I understand why broadcasting executives like topical comedy shows. They’re cheap to make, and they can be dusted off and shoved forward whenever senior management feel the need to make a point about programmes that simultaneously inform and entertain. They attract audiences in several ways – the satire fans, the people who get attached to a familiar ‘brand’ (Have I Got News For You – 21 years and running; The News Quiz – 34 years and running), and because they have a rotating panel they can catch the casual audience who’ll flick past and think, for example, “Ooh, there’s that John Bishop, I like him and his native Scouse wit”. They can apparently be endlessly re-shown on Dave, to be watched by people who find their enjoyment of the shows unaffected by the fact they can’t remember the things people are joking about.
I don’t want to overstate this. I like topical comedy well enough myself, and I’ve watched/ listened to all the programmes I mention here (albeit with varying degrees of pleasure…). But there is such a thing as saturation point, and by now we’re so far beyond it we can’t see it in the rear-view mirror. It’s time, I think, for a new idea among the people who commission comedy, if only because this endless cavalcade of samey humour is distracting attention from the other, better parts of the comedy output.
Because at the same time that the BBC is flogging the topical horse to death with all these shows, it’s also showing the second series of Mongrels – that rarest of things, a funny comedy on BBC3 – and the second series of Rev., which are two of my favourite current comedies.** A little while ago, too, Radio 4 was broadcasting Warhorses of Letters – in the words of The Guardian’s radio reviewer, ‘like Ladies of Letters but with gay horses in love’ – which I would currently rate as the second funniest radio comedy series of all time (behind the original Hitchhiker’s Guide to the Galaxy – only the passage of time will reveal if Warhorses stands up to repeated listenings, or plummets down the list with familiarity). Despite the ongoing fall-out from the Ross/Brand affair, and broadcasters’ gradual drift away from risk-taking in general, TV and radio comedy’s actually not in a bad place right now – if for no other reason than they finally, finally cancelled My Family. But it can be hard to spot the upswing when so much comedy output is taken up with overlapping groups of people making the same jokes in slightly different formats.

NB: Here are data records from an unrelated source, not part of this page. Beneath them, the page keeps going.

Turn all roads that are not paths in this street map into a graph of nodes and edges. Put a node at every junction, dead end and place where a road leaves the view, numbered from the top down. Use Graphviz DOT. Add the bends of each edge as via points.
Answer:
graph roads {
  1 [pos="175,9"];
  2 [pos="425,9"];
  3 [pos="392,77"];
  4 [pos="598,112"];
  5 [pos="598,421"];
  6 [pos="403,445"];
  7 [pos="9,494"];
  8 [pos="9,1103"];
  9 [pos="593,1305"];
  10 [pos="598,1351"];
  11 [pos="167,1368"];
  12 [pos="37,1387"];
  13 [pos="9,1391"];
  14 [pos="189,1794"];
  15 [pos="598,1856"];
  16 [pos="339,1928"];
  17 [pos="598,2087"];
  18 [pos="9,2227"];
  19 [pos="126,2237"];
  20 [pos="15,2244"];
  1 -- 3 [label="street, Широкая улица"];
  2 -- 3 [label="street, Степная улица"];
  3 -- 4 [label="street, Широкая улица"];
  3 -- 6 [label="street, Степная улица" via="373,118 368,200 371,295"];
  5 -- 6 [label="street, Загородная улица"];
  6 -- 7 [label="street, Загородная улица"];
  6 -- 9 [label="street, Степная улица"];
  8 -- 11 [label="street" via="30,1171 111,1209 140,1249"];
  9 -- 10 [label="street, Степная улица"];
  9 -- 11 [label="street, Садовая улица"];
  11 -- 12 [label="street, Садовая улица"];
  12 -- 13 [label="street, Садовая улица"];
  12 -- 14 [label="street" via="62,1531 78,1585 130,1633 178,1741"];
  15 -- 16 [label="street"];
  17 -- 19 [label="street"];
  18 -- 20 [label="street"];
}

* – Does anyone actually take a hot milky drink at bedtime these days? Or is it just one of those stock phrases that’s stayed in the language because it’s useful to hack writers (like me) trying to create an air of faux chumminess (like now)? A bit like a weather forecaster still saying ‘time to dig out those hot-water bottles’ when most people actually use an electric blanket. Or, you know, have sex.
** – Although I worry liking Rev. is a sign my comedic tastes are going soft and saggy as I race hell-for-leather towards the bitterest dregs of my 30s. I mean, a secularist settling down to watch a whimsical show about a C of E vicar: there’s clearly something not quite right about this picture. I’d argue it’s saved by the blatant cynicism of the lead, and the wonderfully sinister archdeacon, but I’m not certain my 19-year-old self would have agreed. But then, what did he know? His favourite drink was Dry Blackthorn and he used to dress like someone’s granny, so the poor, misguided boy was clearly no arbiter of taste.